Collection entries
━━━━━━━━━━━━━━━━
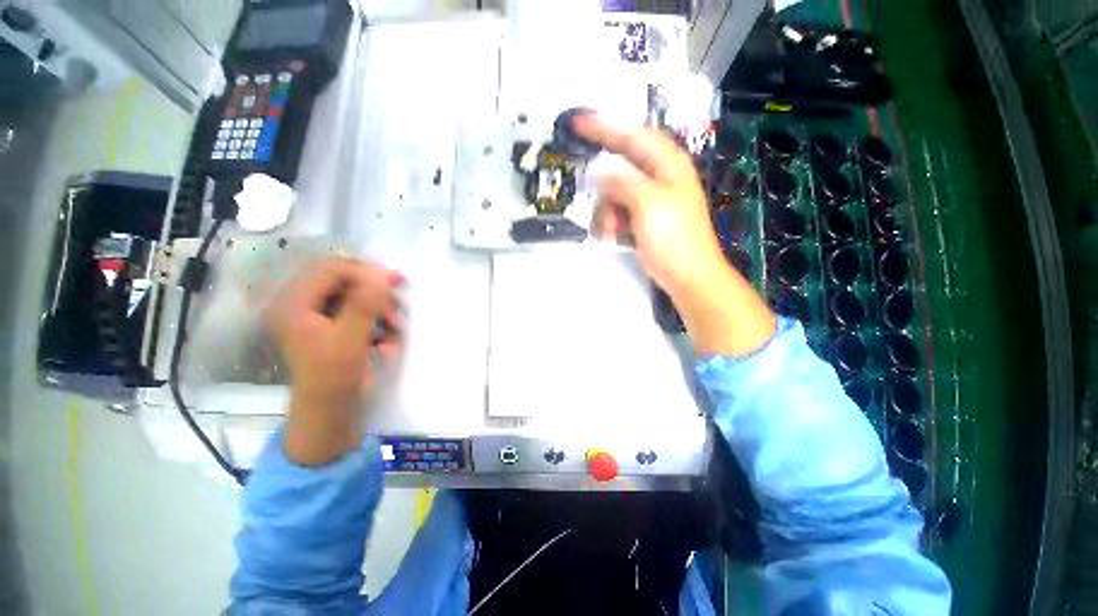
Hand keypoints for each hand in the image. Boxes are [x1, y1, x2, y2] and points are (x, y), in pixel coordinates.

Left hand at [266, 257, 401, 465]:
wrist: (329, 413)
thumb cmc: (334, 377)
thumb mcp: (350, 340)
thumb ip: (365, 305)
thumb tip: (384, 274)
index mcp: (294, 304)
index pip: (331, 270)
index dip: (365, 272)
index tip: (396, 281)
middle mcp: (302, 305)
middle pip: (344, 282)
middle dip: (375, 294)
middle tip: (397, 307)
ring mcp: (317, 318)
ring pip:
━━━━━━━━━━━━━━━━
Reproduce the entries above exactly, though not their pictures.

Hand keypoints for each hand in the image. Boxes are [x1, y1, x2, y2] and points are (x, y), in pixel coordinates.

Left hand at [266, 257, 401, 465]:
wrist: (329, 413)
thumb cmc: (334, 377)
thumb mcp: (350, 340)
thumb ip: (365, 305)
thumb tip: (384, 274)
index mcp: (294, 304)
index pip: (331, 270)
index dip: (365, 272)
index tip: (396, 281)
middle mcp: (302, 305)
middle pip: (344, 282)
middle dip: (375, 294)
middle tip: (397, 307)
ring mcp: (317, 318)
ring pip:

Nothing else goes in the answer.